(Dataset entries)
★ ★ ★ ★

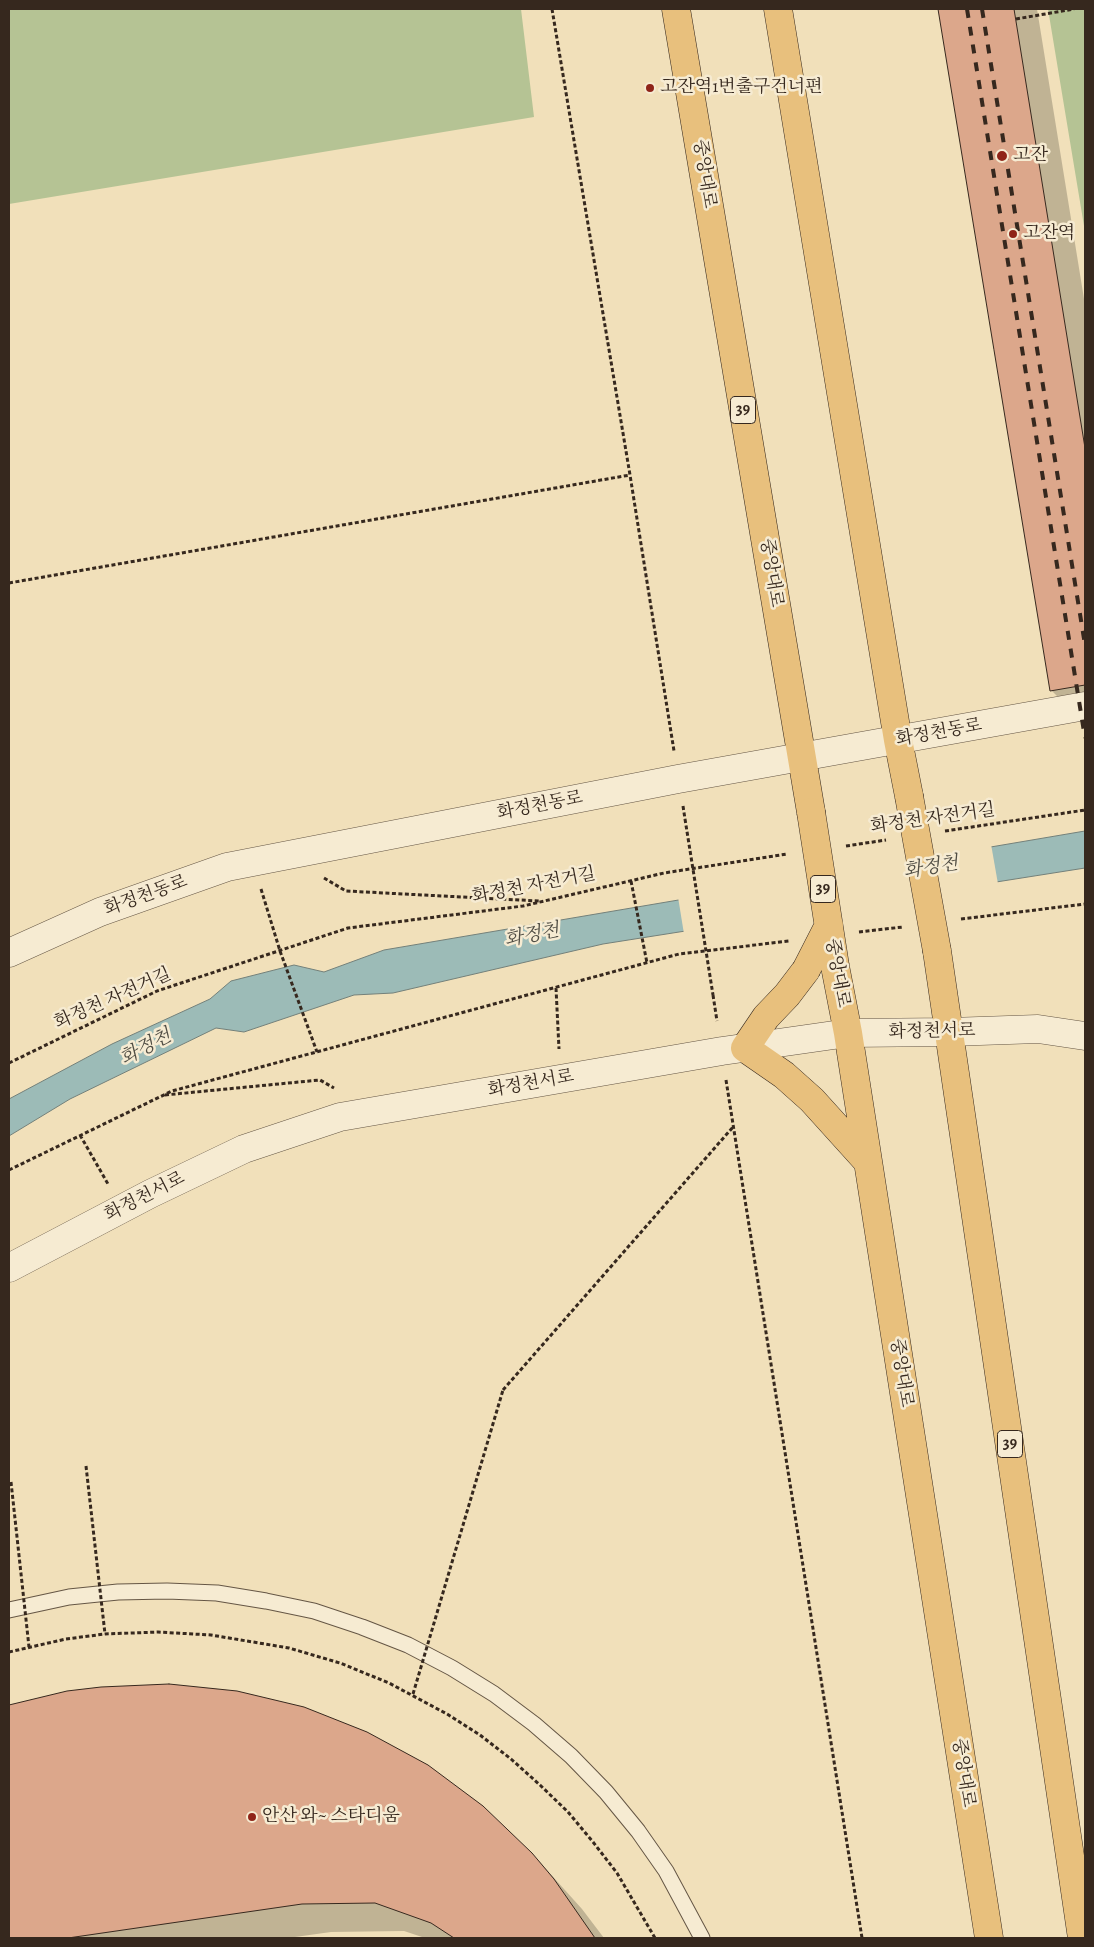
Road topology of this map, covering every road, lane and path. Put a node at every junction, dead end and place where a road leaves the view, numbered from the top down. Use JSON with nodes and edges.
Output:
{"nodes":[{"id":1,"x":552,"y":9,"type":"edge"},
{"id":2,"x":676,"y":9,"type":"edge"},
{"id":3,"x":778,"y":9,"type":"edge"},
{"id":4,"x":1074,"y":9,"type":"edge"},
{"id":5,"x":1016,"y":20,"type":"dead end"},
{"id":6,"x":630,"y":475,"type":"junction"},
{"id":7,"x":9,"y":583,"type":"edge"},
{"id":8,"x":1085,"y":706,"type":"edge"},
{"id":9,"x":898,"y":740,"type":"junction"},
{"id":10,"x":801,"y":756,"type":"junction"},
{"id":11,"x":678,"y":778,"type":"junction"},
{"id":12,"x":1085,"y":810,"type":"edge"},
{"id":13,"x":938,"y":832,"type":"dead end"},
{"id":14,"x":890,"y":839,"type":"dead end"},
{"id":15,"x":841,"y":846,"type":"dead end"},
{"id":16,"x":792,"y":854,"type":"dead end"},
{"id":17,"x":286,"y":856,"type":"junction"},
{"id":18,"x":253,"y":862,"type":"junction"},
{"id":19,"x":632,"y":881,"type":"junction"},
{"id":20,"x":544,"y":901,"type":"junction"},
{"id":21,"x":1085,"y":904,"type":"edge"},
{"id":22,"x":956,"y":920,"type":"dead end"},
{"id":23,"x":829,"y":925,"type":"junction"},
{"id":24,"x":907,"y":926,"type":"dead end"},
{"id":25,"x":857,"y":932,"type":"dead end"},
{"id":26,"x":798,"y":940,"type":"dead end"},
{"id":27,"x":280,"y":950,"type":"junction"},
{"id":28,"x":9,"y":953,"type":"edge"},
{"id":29,"x":647,"y":963,"type":"junction"},
{"id":30,"x":556,"y":988,"type":"junction"},
{"id":31,"x":950,"y":1032,"type":"junction"},
{"id":32,"x":848,"y":1033,"type":"junction"},
{"id":33,"x":1085,"y":1036,"type":"edge"},
{"id":34,"x":733,"y":1050,"type":"junction"},
{"id":35,"x":317,"y":1052,"type":"junction"},
{"id":36,"x":9,"y":1063,"type":"edge"},
{"id":37,"x":561,"y":1079,"type":"junction"},
{"id":38,"x":335,"y":1089,"type":"dead end"},
{"id":39,"x":162,"y":1095,"type":"junction"},
{"id":40,"x":734,"y":1127,"type":"junction"},
{"id":41,"x":80,"y":1135,"type":"junction"},
{"id":42,"x":868,"y":1162,"type":"junction"},
{"id":43,"x":9,"y":1170,"type":"edge"},
{"id":44,"x":122,"y":1209,"type":"junction"},
{"id":45,"x":9,"y":1268,"type":"edge"},
{"id":46,"x":86,"y":1466,"type":"dead end"},
{"id":47,"x":11,"y":1482,"type":"dead end"},
{"id":48,"x":9,"y":1610,"type":"edge"},
{"id":49,"x":105,"y":1634,"type":"junction"},
{"id":50,"x":29,"y":1647,"type":"junction"},
{"id":51,"x":9,"y":1652,"type":"edge"},
{"id":52,"x":413,"y":1694,"type":"junction"},
{"id":53,"x":655,"y":1938,"type":"edge"},
{"id":54,"x":702,"y":1938,"type":"edge"},
{"id":55,"x":862,"y":1938,"type":"edge"},
{"id":56,"x":989,"y":1938,"type":"edge"},
{"id":57,"x":1082,"y":1938,"type":"edge"}],
"edges":[{"from":1,"to":6,"type":"path"},
{"from":2,"to":10,"type":"main road","name":"중앙대로","number":"39"},
{"from":3,"to":9,"type":"main road","number":"39"},
{"from":4,"to":5,"type":"path"},
{"from":6,"to":7,"type":"path"},
{"from":6,"to":11,"type":"path"},
{"from":8,"to":9,"type":"street","name":"화정천동로"},
{"from":9,"to":10,"type":"street","name":"화정천동로"},
{"from":9,"to":31,"type":"main road","number":"39","bridge":true},
{"from":10,"to":11,"type":"street","name":"화정천동로"},
{"from":10,"to":23,"type":"main road","name":"중앙대로","number":"39","bridge":true},
{"from":11,"to":17,"type":"street","name":"화정천동로"},
{"from":11,"to":34,"type":"path","bridge":true},
{"from":12,"to":13,"type":"path","name":"화정천 자전거길"},
{"from":14,"to":15,"type":"path","name":"화정천 자전거길"},
{"from":16,"to":19,"type":"path","name":"화정천 자전거길"},
{"from":17,"to":18,"type":"street","name":"화정천동로"},
{"from":17,"to":20,"type":"path"},
{"from":18,"to":27,"type":"path"},
{"from":18,"to":28,"type":"street","name":"화정천동로"},
{"from":19,"to":20,"type":"path","name":"화정천 자전거길"},
{"from":19,"to":29,"type":"path"},
{"from":20,"to":27,"type":"path","name":"화정천 자전거길"},
{"from":21,"to":22,"type":"path"},
{"from":23,"to":32,"type":"main road","name":"중앙대로","number":"39","bridge":true},
{"from":23,"to":34,"type":"main road","bridge":true},
{"from":24,"to":25,"type":"path"},
{"from":26,"to":29,"type":"path"},
{"from":27,"to":35,"type":"path"},
{"from":27,"to":36,"type":"path","name":"화정천 자전거길"},
{"from":29,"to":30,"type":"path"},
{"from":30,"to":35,"type":"path"},
{"from":30,"to":37,"type":"path"},
{"from":31,"to":32,"type":"street","name":"화정천서로"},
{"from":31,"to":33,"type":"street","name":"화정천서로"},
{"from":31,"to":57,"type":"main road","number":"39"},
{"from":32,"to":34,"type":"street","name":"화정천서로"},
{"from":32,"to":42,"type":"main road","name":"중앙대로","number":"39"},
{"from":34,"to":37,"type":"street","name":"화정천서로"},
{"from":34,"to":40,"type":"path"},
{"from":34,"to":42,"type":"main road"},
{"from":35,"to":39,"type":"path"},
{"from":37,"to":44,"type":"street","name":"화정천서로"},
{"from":38,"to":39,"type":"path"},
{"from":39,"to":41,"type":"path"},
{"from":40,"to":52,"type":"path","bridge":true},
{"from":40,"to":55,"type":"path"},
{"from":41,"to":43,"type":"path"},
{"from":41,"to":44,"type":"path"},
{"from":42,"to":56,"type":"main road","name":"중앙대로","number":"39"},
{"from":44,"to":45,"type":"street","name":"화정천서로"},
{"from":46,"to":49,"type":"path","bridge":true},
{"from":47,"to":50,"type":"path","bridge":true},
{"from":48,"to":54,"type":"lane"},
{"from":49,"to":50,"type":"path"},
{"from":49,"to":52,"type":"path"},
{"from":50,"to":51,"type":"path"},
{"from":52,"to":53,"type":"path"}]}
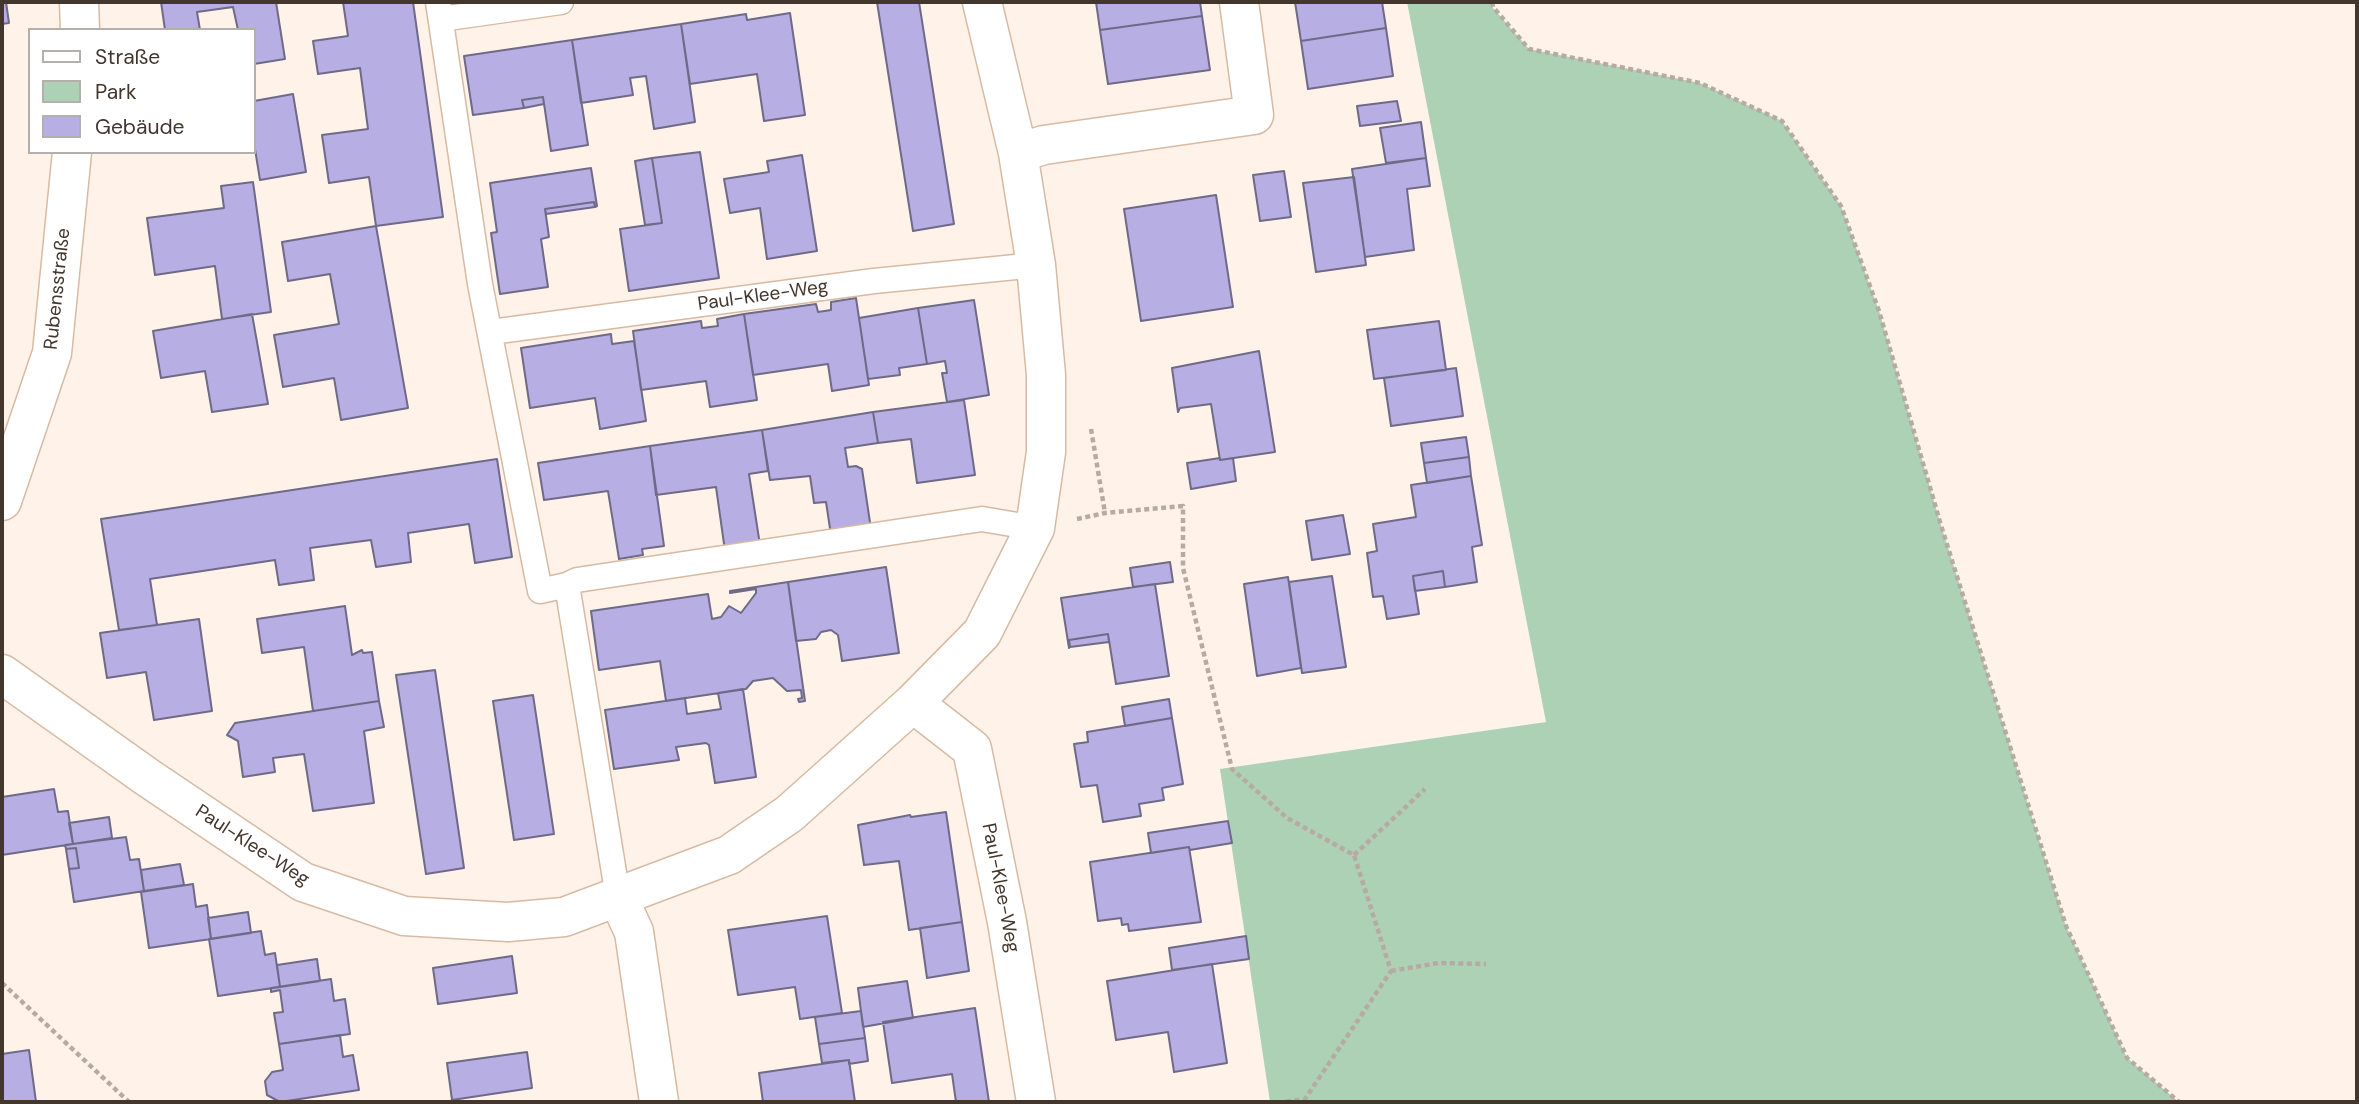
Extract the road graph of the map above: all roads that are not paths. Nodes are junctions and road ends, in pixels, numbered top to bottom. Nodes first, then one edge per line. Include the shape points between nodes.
1 (79, 2) edge
2 (561, 2) edge
3 (982, 2) edge
4 (1239, 2) edge
5 (439, 10) edge
6 (79, 28) edge
7 (1017, 153) junction
8 (72, 154) edge
9 (1036, 265) junction
10 (491, 332) junction
11 (2, 501) edge
12 (1035, 528) junction
13 (567, 585) junction
14 (2, 674) edge
15 (913, 703) junction
16 (618, 897) junction
17 (659, 1102) edge
18 (1036, 1102) edge

1 - 6 street
2 - 5 lane
3 - 7 street, Paul-Klee-Weg
4 - 7 street via 1254,115 1044,145
5 - 10 lane
7 - 9 street, Paul-Klee-Weg
8 - 11 street, Rubensstraße via 52,353
9 - 10 lane, Paul-Klee-Weg via 874,281
9 - 12 street, Paul-Klee-Weg via 1046,375 1046,452
10 - 13 lane via 540,590
12 - 13 lane via 982,519
12 - 15 street, Paul-Klee-Weg via 982,633
13 - 16 lane
14 - 16 street, Paul-Klee-Weg via 303,882 404,916 508,922 564,917
15 - 16 street, Paul-Klee-Weg via 789,814 729,855
15 - 18 street, Paul-Klee-Weg via 972,749 1007,922
16 - 17 street via 634,932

★ ★ ★ ★

Look through the records and gather each line with the word "numbered".

Problem solution →
Road topology of this map, covering every road, lane and path. Put a node at every junction, dead end and place where a road leaves the view, numbered from the top down. Use JSON with nodes and edges.
Extract the road graph of the map above: all roads that are not paths. Nodes are junctions and road ends, in pixels, numbered top to bottom. Nodes first, then one edge per line. Include the shape points between nodes.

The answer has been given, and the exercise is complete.